Putting these large telescopes on Mauna Kea was not easy. The difficulties in constructing high-precision machinery above 12,000 feet is suggested by the story of the welder who called his foreman in frustration to complain, “I’ve cut this pipe three times and it’s still too short.” Hypoxia—lack of oxygen—can seriously hamper clear thinking. Astronomers new to the summit are warned not to deviate from their planned observations with the maxim: “If you come up with a great idea on the summit, you haven’t.”
Such stories may become fewer as more remote control becomes standard. A duplicate set of control rooms at Keck headquarters in Waimea now allows visiting astronomers to oversee the telescope’s operations without climbing the mountain. Usually the only staff on the summit at night are Keck’s technicians who monitor the operation of the machines.
So drop the stereotype of the astronomer gazing pensively into an eyepiece. Telescopes like the Keck’s don’t even have eyepieces. All the “looking” is done by the various cameras and other detectors attached to the telescope. A trip to the summit for an observing session would be anticlimactic for most non-astronomers. Nothing much happens, very few images are studied in real time, and technicians mostly just keep an eye on the machines and talk about baseball.
That being said, there are two breakthrough areas in telescope engineering that Keck has pioneered.
First, the use of adaptive optics stops the starlight from twinkling, steadying the image so it can be seen more clearly.
Second the multiple-mirror design gave Keck the world’s largest mirror.A reflective telescope is a bucket made to catch starlight.

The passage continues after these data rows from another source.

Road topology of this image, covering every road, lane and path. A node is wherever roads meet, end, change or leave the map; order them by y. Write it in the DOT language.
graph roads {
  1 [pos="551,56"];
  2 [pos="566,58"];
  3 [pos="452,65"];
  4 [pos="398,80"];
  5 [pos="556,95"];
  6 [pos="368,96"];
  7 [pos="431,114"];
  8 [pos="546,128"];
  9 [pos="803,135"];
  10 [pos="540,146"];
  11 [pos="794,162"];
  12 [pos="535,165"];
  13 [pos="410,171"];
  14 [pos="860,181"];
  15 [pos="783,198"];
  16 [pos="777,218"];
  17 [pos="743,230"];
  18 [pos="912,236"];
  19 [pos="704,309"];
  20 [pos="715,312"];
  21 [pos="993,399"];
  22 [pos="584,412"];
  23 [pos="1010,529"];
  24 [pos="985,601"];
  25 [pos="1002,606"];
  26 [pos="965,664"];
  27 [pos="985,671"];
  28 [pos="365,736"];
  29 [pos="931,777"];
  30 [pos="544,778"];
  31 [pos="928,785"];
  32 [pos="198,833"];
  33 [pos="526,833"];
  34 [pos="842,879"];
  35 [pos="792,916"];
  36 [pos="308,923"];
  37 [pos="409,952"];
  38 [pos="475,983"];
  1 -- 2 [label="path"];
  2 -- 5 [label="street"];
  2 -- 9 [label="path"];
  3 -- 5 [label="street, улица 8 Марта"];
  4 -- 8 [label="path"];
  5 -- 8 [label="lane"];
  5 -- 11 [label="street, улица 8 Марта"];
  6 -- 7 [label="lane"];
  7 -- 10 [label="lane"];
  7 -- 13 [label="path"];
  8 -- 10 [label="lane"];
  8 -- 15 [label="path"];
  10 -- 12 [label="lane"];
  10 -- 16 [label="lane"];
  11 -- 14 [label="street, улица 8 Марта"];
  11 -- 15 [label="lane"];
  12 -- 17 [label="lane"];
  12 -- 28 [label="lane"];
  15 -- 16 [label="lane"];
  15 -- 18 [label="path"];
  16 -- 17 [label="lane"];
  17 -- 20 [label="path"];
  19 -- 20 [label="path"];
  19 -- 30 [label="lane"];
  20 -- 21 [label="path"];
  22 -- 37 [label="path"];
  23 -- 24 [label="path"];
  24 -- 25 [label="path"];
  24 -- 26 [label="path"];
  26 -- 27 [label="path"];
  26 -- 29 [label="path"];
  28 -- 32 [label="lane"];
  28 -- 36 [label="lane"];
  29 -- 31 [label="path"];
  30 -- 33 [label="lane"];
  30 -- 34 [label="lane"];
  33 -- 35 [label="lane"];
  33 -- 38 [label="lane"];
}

Just as a wide bucket catches more rainwater than a smaller one, bigger mirrors catch more starlight falling to Earth from the depths of space.
Ironically, the pristine starlight travels inconceivable distances for eons of time only to be smeared in the last few miles above the telescope. Rising currents of heat cause the light to deviate from a straight path, making the image appear to dance. This may be romantic, but astronomers would prefer their light detwinkled.
Adaptive optics (AO) compensates for the light’s random detours, steadying the image by ingenious computer programs that fix the image by distorting a small deformable mirror to exactly cancel out the movement caused by the atmosphere.
Most people then assume the primary mirror compensates for the abberations in AO. The primary mirror adjusts with the purpose of keeping the mirror in a perfect parabola.
“The thing that made it all possible was the advent of relatively inexpensive computing power—the mini computer and microcomputer,” recalled Hilton Lewis, Keck’s Deputy Director, an electronics engineer from South Africa who has been with Keck since 1986 when Keck Observatory was just on paper.
Of course having to adjust all mirror segments is 36 times harder than adjusting one. It is only because the mirror is segmented that it can be 10 meters (33 feet) in diameter. The largest single mirror designs, also on Mauna Kea, are about 8 meters (27 feet) in diameter, and this is the practical limit of single-mirror design.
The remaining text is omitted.